Records excerpted from a collection
----
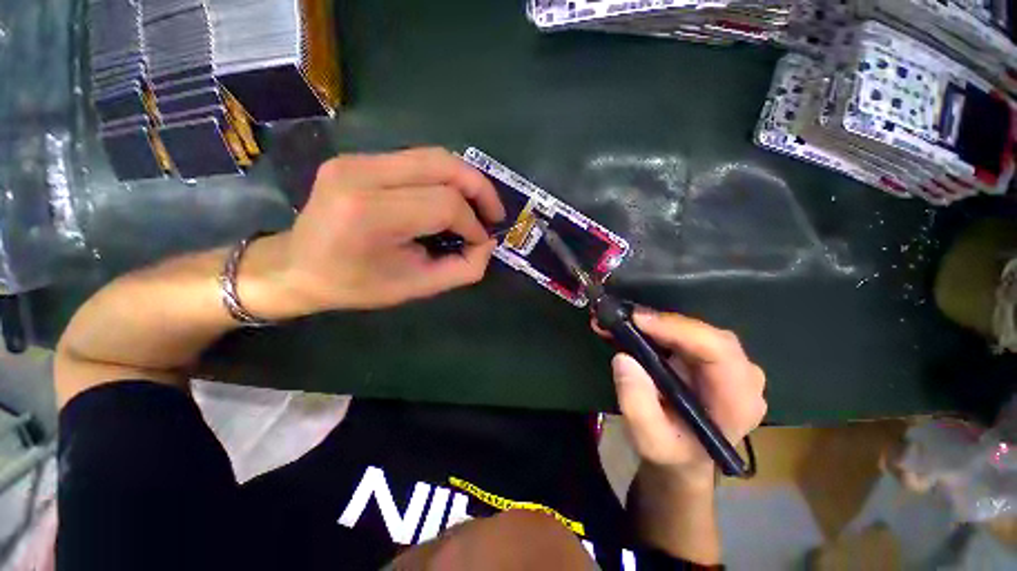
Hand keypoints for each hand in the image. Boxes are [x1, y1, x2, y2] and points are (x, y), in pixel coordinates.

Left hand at [257, 148, 505, 313]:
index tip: (481, 242)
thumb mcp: (416, 288)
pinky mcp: (359, 158)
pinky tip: (451, 198)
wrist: (297, 266)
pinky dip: (445, 178)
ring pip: (434, 156)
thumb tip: (487, 244)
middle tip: (494, 214)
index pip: (444, 204)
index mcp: (371, 214)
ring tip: (479, 206)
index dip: (473, 224)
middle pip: (443, 165)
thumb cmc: (355, 285)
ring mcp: (357, 159)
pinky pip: (418, 160)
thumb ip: (462, 269)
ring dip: (466, 180)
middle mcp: (362, 174)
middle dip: (480, 189)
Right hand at [608, 309, 766, 483]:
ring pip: (694, 329)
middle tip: (622, 319)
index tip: (637, 321)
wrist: (684, 458)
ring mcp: (729, 365)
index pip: (718, 351)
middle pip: (706, 334)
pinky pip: (686, 333)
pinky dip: (657, 327)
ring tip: (620, 322)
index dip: (678, 329)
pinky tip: (633, 327)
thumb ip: (637, 405)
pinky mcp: (710, 358)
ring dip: (655, 323)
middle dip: (661, 323)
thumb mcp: (649, 441)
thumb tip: (624, 359)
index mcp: (737, 402)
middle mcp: (742, 377)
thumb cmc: (671, 454)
----
* _TASK BRIEF_
Locate "index tip: (637, 321)" in the data above. Then repeat, exactly, its line and each line after it through the last, adding nothing.

* _TASK OUTPUT_
index tip: (637, 321)
wrist: (684, 458)
ring mcp: (729, 365)
index pip: (718, 351)
middle pip: (706, 334)
pinky pip: (686, 333)
pinky dip: (657, 327)
ring tip: (620, 322)
index dip: (678, 329)
pinky tip: (633, 327)
thumb ip: (637, 405)
pinky mcp: (710, 358)
ring dip: (655, 323)
middle dip: (661, 323)
thumb mcp: (649, 441)
thumb tip: (624, 359)
index mcp: (737, 402)
middle mcp: (742, 377)
thumb cmc: (671, 454)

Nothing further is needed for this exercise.